The total AE activity of indicative femur specimens is discussed herein. The cumulative number of hits recorded from the two sensors separately is depicted with the load history in Figure 3a. For the early stage of loading, there is no activity showing that there was no contribution of random noise. The activity started at the load level of 0.5 kN which is 14% of the maximum load and is the manifestation of initiation of micro-cracking phenomena. The recording rate of AE hits over time was continuously increasing until a point when the sensors registered a sharp increase. A few seconds later, a macro-fracture event was evident by a transient load drop (from 3.38 to 3.29 kN, see the arrow). After this drop, the specimen did not bear much higher load, being macroscopically broken at 3.6 kN. These macroscopic fracturing events were seen in all specimens, resulting in a strong load drop and vertical increase of the recorded AE activity. Apart from the information on the onset of cracking, important trends can be seen through AE waveform parameters. For example, in Figure 3b, the RT values of all hits of sensor 1 (close to the fixing point) are depicted for the same specimen. The majority of them are up to 20 μs, with only a few being up to 60 μs. At around 2 min in the loading, the sliding average line obtains a steady increasing trend (see twin arrows in Figure 3b) and just before the first strong fracture event, a group of points between 40 and 60 μs are recorded (dashed ellipse), causing an even stronger increase on the sliding average line. Another fluctuation is noted at the moment of load drop. In the engineering field, an increase of RT usually signifies shift from tensile cracking to shearing [1,8,31,32,33]. Shearing may be expressed by fiber pull-out, delamination or cracking due to shear stresses. Although the experience in AE testing in human bones is limited, the type of test including both bending and torsion moments does not exclude different dominant mechanisms for individual specimens. Indeed, the fracture pattern of this specimen is shown in Figure 4a. The crack ran diagonally through the diaphysis with no apparent connection to the femur head, which establishes a reasonable connection to torsion of the diaphysis.

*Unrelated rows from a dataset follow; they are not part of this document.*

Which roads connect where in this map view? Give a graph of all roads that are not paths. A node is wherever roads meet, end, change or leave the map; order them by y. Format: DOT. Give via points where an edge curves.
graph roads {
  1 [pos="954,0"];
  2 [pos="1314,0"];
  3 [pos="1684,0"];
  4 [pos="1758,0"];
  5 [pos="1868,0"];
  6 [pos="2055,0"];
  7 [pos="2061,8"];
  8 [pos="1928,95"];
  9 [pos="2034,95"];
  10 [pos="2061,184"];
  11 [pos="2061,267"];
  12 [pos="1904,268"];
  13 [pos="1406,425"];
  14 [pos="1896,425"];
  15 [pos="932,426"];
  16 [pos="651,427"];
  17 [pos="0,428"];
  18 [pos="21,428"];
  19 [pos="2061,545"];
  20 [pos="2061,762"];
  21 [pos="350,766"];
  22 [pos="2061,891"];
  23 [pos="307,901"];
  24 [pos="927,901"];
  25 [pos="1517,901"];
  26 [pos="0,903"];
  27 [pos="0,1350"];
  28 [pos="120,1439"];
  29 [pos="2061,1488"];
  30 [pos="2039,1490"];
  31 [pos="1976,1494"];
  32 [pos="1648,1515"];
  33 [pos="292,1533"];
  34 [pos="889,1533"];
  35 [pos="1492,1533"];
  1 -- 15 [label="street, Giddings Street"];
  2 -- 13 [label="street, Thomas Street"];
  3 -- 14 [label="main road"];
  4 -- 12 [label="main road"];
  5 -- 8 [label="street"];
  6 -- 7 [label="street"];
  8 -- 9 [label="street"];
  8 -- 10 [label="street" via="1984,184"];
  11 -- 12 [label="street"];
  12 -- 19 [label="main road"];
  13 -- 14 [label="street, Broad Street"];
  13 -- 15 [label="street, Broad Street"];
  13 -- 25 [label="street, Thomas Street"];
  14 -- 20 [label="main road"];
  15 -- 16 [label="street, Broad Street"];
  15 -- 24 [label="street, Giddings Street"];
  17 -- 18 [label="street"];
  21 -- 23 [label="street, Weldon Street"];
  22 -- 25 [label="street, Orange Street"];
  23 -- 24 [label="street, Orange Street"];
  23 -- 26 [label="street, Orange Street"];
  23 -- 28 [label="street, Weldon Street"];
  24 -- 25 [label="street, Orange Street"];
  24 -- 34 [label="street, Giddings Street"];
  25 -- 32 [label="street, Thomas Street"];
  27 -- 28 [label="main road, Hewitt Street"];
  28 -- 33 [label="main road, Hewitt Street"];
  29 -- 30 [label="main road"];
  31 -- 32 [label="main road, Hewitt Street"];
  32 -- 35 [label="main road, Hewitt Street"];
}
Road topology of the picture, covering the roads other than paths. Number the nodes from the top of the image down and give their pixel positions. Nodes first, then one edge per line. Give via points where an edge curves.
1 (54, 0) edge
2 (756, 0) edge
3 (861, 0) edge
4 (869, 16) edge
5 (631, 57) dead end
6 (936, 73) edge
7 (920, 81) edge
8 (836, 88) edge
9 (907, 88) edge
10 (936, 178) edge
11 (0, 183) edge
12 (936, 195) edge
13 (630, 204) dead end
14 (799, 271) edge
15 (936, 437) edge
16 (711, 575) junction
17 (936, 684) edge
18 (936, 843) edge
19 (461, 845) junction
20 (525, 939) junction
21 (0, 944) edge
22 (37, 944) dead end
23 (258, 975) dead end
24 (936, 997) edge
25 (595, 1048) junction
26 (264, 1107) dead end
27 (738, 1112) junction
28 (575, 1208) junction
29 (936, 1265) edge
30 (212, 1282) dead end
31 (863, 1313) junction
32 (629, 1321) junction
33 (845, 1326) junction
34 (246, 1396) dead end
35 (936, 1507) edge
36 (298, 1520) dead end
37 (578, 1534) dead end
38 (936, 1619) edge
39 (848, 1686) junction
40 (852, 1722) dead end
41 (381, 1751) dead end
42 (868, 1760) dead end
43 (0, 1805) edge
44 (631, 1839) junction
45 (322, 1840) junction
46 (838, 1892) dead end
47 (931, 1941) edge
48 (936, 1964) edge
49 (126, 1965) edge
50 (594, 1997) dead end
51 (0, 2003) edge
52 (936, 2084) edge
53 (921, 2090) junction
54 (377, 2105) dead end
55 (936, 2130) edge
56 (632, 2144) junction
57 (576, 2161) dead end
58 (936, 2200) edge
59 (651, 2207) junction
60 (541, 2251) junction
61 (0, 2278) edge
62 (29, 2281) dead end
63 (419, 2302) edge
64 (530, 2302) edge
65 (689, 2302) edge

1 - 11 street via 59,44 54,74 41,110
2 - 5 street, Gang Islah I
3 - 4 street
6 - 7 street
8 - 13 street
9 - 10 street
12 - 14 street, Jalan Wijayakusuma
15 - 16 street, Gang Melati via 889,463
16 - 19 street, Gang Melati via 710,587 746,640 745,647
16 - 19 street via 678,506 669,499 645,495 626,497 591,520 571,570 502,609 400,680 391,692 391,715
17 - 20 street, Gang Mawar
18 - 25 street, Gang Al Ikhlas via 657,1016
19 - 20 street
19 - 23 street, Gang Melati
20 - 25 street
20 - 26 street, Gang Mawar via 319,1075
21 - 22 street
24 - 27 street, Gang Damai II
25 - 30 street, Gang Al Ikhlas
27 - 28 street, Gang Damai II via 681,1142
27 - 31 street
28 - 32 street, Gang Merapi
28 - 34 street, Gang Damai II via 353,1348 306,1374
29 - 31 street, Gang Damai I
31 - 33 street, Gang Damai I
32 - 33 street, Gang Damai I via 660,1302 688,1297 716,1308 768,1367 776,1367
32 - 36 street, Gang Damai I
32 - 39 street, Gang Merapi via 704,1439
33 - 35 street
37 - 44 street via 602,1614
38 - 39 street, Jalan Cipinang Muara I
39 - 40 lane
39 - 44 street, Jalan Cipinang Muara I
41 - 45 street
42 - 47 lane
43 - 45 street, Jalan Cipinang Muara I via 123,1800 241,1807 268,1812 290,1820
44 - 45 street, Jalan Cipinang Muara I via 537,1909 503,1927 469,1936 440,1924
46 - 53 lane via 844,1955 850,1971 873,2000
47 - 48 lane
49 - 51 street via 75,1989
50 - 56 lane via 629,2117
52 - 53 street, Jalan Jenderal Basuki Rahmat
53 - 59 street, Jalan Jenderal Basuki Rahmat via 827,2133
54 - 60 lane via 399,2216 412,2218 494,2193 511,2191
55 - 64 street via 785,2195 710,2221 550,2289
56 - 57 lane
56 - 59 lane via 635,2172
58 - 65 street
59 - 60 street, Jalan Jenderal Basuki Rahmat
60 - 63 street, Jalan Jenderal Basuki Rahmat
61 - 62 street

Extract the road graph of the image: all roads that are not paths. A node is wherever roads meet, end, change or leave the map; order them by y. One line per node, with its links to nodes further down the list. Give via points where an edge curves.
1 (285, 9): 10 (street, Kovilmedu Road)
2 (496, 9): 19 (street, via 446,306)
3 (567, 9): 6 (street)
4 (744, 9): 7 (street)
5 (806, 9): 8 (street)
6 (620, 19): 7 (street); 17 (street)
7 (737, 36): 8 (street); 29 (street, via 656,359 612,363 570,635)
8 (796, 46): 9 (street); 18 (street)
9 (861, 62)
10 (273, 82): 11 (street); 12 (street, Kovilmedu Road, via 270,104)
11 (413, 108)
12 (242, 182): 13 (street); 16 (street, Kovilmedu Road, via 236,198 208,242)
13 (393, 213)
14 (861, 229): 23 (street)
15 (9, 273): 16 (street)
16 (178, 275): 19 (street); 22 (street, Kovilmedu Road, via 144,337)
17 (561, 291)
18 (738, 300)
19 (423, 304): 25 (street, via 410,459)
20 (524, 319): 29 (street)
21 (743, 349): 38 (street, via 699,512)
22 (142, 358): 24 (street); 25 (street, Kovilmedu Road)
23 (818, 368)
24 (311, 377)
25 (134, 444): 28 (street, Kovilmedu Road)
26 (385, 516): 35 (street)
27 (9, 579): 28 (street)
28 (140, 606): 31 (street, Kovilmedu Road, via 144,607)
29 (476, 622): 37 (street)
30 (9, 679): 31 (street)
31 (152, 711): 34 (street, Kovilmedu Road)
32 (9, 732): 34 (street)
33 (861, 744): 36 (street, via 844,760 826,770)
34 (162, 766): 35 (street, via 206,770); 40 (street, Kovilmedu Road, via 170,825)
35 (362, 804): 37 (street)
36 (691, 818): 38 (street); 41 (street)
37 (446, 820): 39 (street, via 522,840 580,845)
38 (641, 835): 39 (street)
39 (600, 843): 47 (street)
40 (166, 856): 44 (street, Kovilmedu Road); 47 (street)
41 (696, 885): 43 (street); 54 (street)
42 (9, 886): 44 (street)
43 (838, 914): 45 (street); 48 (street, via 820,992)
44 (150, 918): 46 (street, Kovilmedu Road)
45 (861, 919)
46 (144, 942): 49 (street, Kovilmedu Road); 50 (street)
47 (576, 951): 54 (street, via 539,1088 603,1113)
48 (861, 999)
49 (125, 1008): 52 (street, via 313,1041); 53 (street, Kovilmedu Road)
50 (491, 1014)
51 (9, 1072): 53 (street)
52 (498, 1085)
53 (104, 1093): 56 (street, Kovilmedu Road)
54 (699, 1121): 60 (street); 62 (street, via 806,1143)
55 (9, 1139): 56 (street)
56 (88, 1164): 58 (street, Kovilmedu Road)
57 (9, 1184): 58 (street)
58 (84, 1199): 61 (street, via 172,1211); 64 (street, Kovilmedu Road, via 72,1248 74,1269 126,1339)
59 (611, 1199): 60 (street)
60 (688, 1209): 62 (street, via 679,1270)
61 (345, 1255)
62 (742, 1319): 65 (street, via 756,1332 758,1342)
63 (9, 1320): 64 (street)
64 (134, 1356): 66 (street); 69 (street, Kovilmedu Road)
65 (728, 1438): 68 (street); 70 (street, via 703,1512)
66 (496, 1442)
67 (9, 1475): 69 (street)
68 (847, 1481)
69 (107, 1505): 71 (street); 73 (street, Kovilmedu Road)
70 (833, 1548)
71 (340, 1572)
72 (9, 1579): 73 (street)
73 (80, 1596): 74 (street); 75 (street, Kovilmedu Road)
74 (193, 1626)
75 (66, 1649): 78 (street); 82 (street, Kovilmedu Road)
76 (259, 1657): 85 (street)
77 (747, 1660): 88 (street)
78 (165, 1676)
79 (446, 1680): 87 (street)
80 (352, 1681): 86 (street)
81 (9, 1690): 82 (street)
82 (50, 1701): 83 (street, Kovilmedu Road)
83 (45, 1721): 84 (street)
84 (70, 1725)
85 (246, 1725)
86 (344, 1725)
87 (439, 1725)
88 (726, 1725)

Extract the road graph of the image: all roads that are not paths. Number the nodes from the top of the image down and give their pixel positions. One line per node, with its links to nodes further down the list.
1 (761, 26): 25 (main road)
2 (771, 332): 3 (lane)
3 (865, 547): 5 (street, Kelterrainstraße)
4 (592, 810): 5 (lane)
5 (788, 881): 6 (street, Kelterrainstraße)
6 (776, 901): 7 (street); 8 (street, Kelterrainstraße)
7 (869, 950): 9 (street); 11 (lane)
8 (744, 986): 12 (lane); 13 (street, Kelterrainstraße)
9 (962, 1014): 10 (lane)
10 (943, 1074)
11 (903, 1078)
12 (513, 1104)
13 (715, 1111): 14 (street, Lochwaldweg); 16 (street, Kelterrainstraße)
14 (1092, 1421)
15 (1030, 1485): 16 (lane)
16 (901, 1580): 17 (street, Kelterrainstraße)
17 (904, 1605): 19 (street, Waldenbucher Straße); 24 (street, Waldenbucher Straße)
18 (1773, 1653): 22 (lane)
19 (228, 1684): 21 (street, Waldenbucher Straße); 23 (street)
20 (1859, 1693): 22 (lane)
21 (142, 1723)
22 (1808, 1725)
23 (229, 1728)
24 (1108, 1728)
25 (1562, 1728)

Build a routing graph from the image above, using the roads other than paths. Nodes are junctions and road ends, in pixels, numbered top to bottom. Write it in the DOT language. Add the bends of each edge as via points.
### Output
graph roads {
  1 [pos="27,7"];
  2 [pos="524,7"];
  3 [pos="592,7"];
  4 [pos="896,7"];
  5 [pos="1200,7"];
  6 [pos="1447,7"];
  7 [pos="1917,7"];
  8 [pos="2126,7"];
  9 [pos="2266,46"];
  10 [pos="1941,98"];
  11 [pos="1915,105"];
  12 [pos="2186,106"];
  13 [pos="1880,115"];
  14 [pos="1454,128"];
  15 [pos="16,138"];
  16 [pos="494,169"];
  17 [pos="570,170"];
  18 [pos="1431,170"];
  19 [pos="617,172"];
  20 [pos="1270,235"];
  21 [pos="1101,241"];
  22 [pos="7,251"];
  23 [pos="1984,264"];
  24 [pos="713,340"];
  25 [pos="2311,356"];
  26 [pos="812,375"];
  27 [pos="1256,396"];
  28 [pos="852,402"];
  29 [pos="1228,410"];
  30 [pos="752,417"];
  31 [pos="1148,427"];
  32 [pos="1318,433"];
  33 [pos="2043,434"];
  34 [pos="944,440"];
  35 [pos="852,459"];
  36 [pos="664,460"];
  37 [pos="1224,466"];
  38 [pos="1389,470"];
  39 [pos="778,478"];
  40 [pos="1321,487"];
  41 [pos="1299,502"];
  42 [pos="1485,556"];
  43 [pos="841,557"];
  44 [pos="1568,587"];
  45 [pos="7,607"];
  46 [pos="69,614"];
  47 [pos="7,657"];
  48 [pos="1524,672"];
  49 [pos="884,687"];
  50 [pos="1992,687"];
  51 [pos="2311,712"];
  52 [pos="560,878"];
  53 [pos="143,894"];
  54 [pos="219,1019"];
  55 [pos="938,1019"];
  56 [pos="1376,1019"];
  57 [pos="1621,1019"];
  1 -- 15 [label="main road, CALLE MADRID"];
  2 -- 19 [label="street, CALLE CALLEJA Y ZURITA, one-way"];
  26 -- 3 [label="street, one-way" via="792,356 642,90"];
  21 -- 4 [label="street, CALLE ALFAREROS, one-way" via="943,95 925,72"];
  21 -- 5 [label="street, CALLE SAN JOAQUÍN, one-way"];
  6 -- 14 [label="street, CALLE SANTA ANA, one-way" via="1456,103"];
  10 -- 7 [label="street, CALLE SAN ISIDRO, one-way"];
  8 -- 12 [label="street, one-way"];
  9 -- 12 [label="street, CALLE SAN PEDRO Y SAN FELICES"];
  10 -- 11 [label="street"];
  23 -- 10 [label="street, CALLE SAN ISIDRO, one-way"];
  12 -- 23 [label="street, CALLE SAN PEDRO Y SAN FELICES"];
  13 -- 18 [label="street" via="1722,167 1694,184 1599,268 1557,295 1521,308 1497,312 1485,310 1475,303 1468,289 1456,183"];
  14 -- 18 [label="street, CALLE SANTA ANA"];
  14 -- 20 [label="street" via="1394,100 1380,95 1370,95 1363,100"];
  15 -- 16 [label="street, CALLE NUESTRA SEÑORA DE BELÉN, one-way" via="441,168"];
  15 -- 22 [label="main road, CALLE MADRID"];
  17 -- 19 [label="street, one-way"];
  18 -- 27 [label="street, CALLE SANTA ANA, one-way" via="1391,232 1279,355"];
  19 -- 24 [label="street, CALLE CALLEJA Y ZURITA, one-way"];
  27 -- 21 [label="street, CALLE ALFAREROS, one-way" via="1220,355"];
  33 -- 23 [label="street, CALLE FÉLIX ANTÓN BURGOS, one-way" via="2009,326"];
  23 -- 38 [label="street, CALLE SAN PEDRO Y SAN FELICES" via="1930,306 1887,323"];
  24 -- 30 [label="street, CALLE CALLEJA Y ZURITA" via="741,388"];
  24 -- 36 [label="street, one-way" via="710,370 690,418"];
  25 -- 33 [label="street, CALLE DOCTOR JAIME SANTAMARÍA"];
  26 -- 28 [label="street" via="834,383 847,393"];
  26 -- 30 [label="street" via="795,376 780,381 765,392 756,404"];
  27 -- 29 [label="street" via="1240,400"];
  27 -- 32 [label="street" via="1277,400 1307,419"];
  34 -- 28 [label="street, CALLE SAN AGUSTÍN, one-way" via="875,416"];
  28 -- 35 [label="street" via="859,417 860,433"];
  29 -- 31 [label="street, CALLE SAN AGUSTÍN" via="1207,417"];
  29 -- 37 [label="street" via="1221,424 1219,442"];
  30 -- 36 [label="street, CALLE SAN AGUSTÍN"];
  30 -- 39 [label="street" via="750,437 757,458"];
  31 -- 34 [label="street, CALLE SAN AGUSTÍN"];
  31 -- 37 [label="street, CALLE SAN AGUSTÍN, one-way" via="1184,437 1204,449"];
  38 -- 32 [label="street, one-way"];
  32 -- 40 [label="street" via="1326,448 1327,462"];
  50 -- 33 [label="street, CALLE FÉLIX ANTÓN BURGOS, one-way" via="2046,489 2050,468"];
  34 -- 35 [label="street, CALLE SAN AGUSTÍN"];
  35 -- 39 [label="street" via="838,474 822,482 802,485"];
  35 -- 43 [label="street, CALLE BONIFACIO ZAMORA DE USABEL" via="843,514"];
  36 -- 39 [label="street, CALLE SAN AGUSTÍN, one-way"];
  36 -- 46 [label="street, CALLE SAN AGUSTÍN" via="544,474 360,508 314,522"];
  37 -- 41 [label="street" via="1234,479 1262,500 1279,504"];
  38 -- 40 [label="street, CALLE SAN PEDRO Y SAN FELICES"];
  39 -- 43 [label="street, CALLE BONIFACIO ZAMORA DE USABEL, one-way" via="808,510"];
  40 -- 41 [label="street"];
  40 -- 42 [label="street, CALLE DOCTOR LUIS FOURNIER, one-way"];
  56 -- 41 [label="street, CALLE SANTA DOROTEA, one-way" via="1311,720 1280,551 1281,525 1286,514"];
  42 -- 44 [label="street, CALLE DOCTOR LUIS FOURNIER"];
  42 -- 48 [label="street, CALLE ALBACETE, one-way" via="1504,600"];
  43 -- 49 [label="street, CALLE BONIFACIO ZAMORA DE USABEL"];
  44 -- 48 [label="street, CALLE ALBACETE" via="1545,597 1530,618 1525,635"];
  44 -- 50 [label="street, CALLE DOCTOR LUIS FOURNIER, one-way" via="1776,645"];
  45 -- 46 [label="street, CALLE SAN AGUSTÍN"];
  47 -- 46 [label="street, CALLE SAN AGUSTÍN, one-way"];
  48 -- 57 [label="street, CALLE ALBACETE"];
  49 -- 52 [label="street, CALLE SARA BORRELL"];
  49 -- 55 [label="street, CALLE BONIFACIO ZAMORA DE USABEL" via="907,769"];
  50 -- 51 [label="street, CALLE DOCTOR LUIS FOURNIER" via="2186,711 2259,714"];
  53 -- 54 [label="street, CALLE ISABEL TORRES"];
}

Figure 3. Load history and (a) cumulative AE activity of different sensors; and (b) rise time (RT) of sensor #1, for femur specimen #8. The RT solid line in (b) is the sliding average with window of 30 points.
Figure 3. Load history and (a) cumulative AE activity of different sensors; and (b) rise time (RT) of sensor #1, for femur specimen #8. The RT solid line in (b) is the sliding average with window of 30 points.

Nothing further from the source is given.